- [TASK INSTRUCTIONS]: Copy each entry precisely as written, and do not carry over the pictures.

- [TASK INPUTS]:
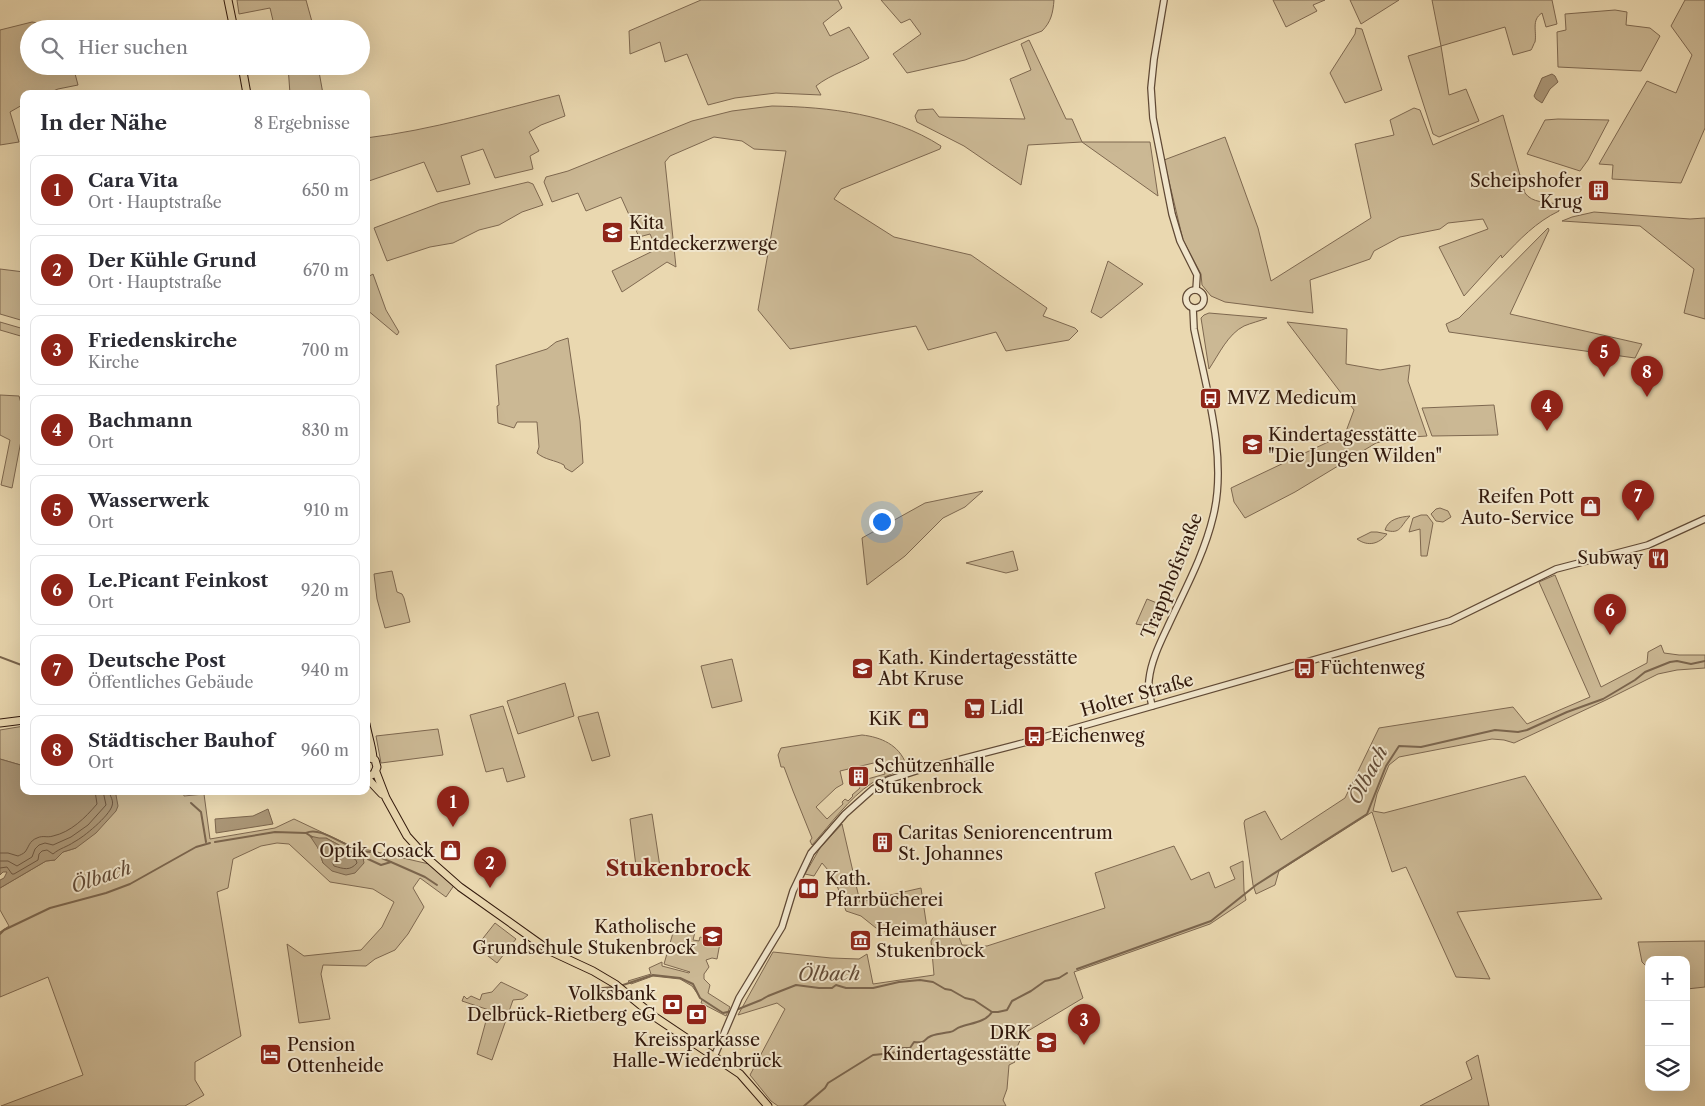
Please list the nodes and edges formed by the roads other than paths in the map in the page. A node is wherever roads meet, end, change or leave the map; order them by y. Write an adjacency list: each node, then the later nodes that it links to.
1 (228, 0): 3 (main road)
2 (1164, 0): 6 (street)
3 (232, 20)
4 (244, 75): 5 (main road)
5 (246, 90)
6 (1196, 290): 7 (street); 7 (street)
7 (1193, 308): 9 (street, Trapphofstraße)
8 (1705, 519): 9 (street, Holter Straße)
9 (1152, 706): 18 (street, Holter Straße)
10 (20, 720): 11 (main road)
11 (0, 723)
12 (370, 740): 13 (main road)
13 (370, 757): 14 (main road)
14 (376, 772): 15 (main road); 17 (main road)
15 (370, 776)
16 (370, 781): 17 (main road)
17 (386, 798): 18 (main road)
18 (714, 1057): 19 (main road)
19 (768, 1106)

- [WRITTEN RESPONSE]:
Please list the nodes and edges formed by the roads other than paths in the map in the page. A node is wherever roads meet, end, change or leave the map; order them by y. Write an adjacency list: each node, then the later nodes that it links to.
1 (228, 0): 3 (main road)
2 (1164, 0): 6 (street)
3 (232, 20)
4 (244, 75): 5 (main road)
5 (246, 90)
6 (1196, 290): 7 (street); 7 (street)
7 (1193, 308): 9 (street, Trapphofstraße)
8 (1705, 519): 9 (street, Holter Straße)
9 (1152, 706): 18 (street, Holter Straße)
10 (20, 720): 11 (main road)
11 (0, 723)
12 (370, 740): 13 (main road)
13 (370, 757): 14 (main road)
14 (376, 772): 15 (main road); 17 (main road)
15 (370, 776)
16 (370, 781): 17 (main road)
17 (386, 798): 18 (main road)
18 (714, 1057): 19 (main road)
19 (768, 1106)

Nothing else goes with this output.